Today we look back with great appreciation at the unique contribution of this art form and the movie houses that drew millions of Americans into an era unprecedented in America culture. 

Poplar Bluff was no exception to this phenomenon. It boasted at least 3 movie theaters before 1914, and it was in that year that a man named I.W. Rodgers came to the city and bought the multiple theaters and built the Rodgers Theater. He and his family continued to furnish the movie entertainment in Poplar Bluff for 52 years, until 1966 when the Kerasotes Brothers theaters of Springfield Ill. bought the company. 

    The Rodgers theatre, at the corner of Pine and Broadway, still stands as a tribute to this bygone era. Mr. Rodgers built this theater and said at the time of opening, “When the Rodgers opens, my plans and ambitions will fully be realized.” 

 The theater opened June 1st 1949, with a great deal of fanfare and showing the movie “Red Canyon”. 1,800 people attended the opening festivities including a ribbon cutting, music by the Poplar Bluff Municipal Band and a dedication to the city mayor. E.W. Robinson. He bought the first ticket to the show.  

The theater was reported to be the finest between St. Louis and Memphis at the time it opened. It was fully air conditioned and warmed by forced air and radiant heat.

The building occupies 11, 648 Sq. Ft. At opening it contained 1160 red plush seats, and there was also a cry room for small children and their mothers. The marquee was brilliantly lit which still displays red letters that spell the name of the theater. Movie goers entered the lobby through solid walnut doors. Leather benches lined one of the walls of the lobby. 

 The owners, Kerasotes Theatres, gave the building to Butler county in Jan. 1999 when they moved to a new multiplex theater on 67 S. 

 Today the city and county have many residents of the boomer generation who went to Saturday cowboy shows and stayed to see it again and again and who remembers when there was seldom a movie that required parental guidance and never on Saturdays. 

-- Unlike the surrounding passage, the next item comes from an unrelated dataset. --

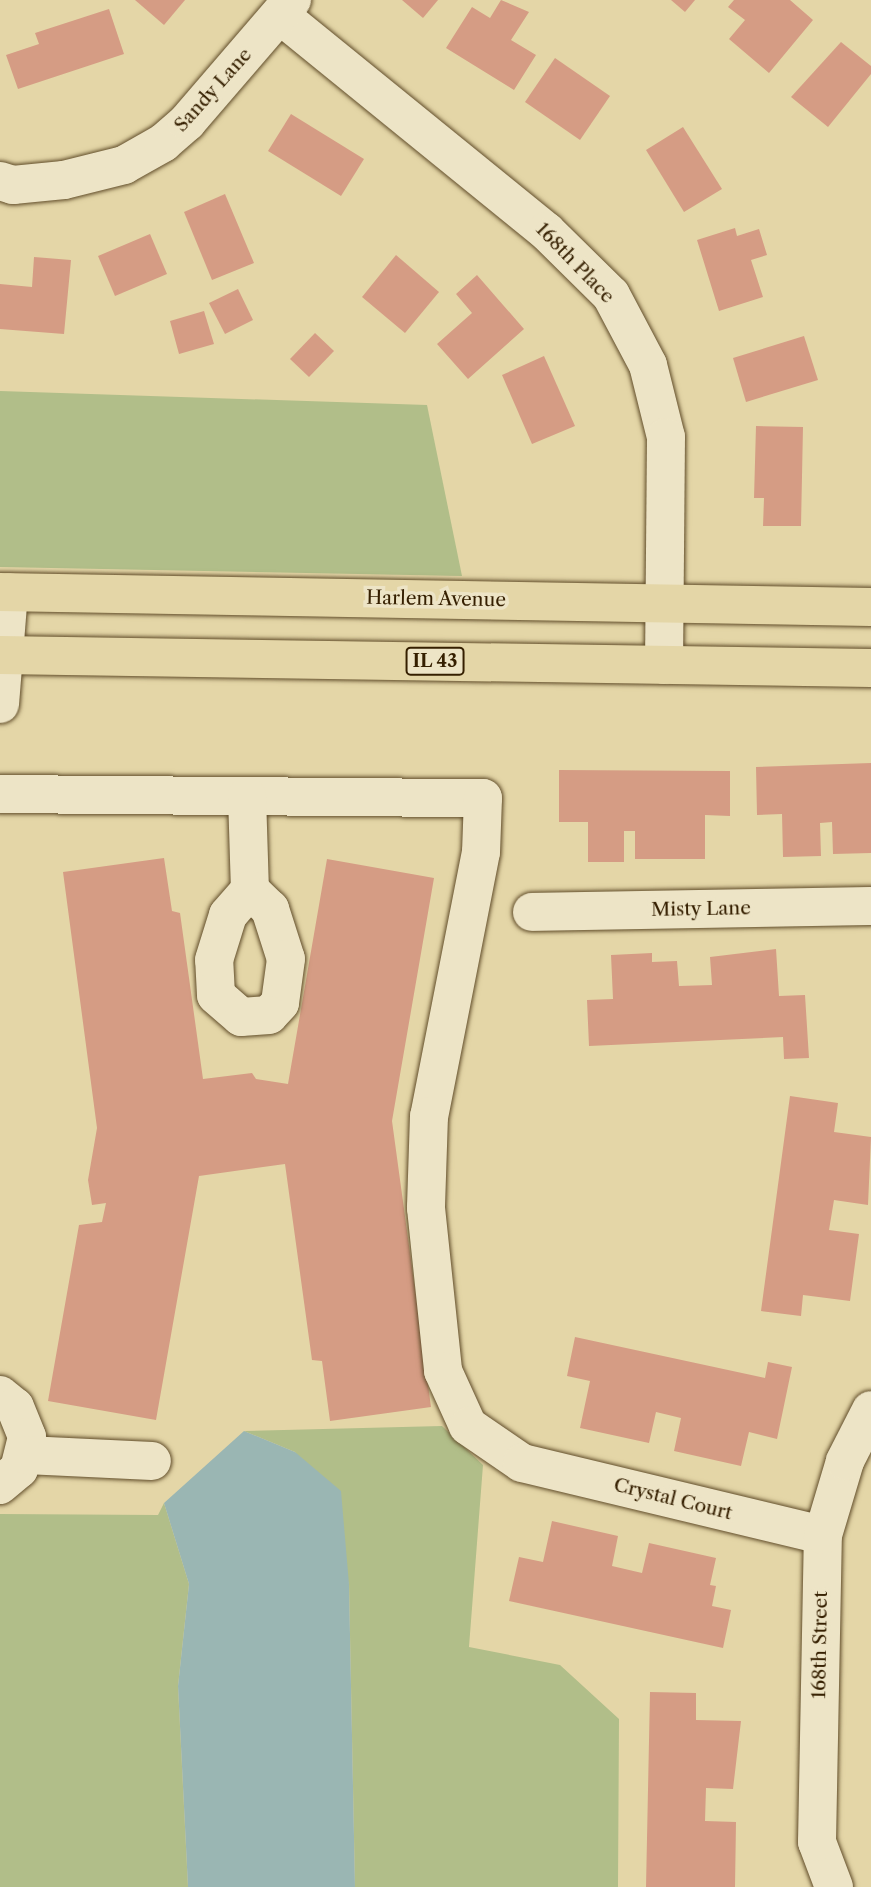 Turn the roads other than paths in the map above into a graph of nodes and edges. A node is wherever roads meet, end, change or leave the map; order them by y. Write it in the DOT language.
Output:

Mr. Rodgers died in 1958, at the age of 83, after a long career in the motion picture world. The memories linger on, perhaps a new year will welcome new life and a new mission for this building of so many memories. The need is here for a medium sized theater for live performances and community events. A place for people of all ages to come together and celebrate the visions, the creations and the talents of artists and dreamer and more.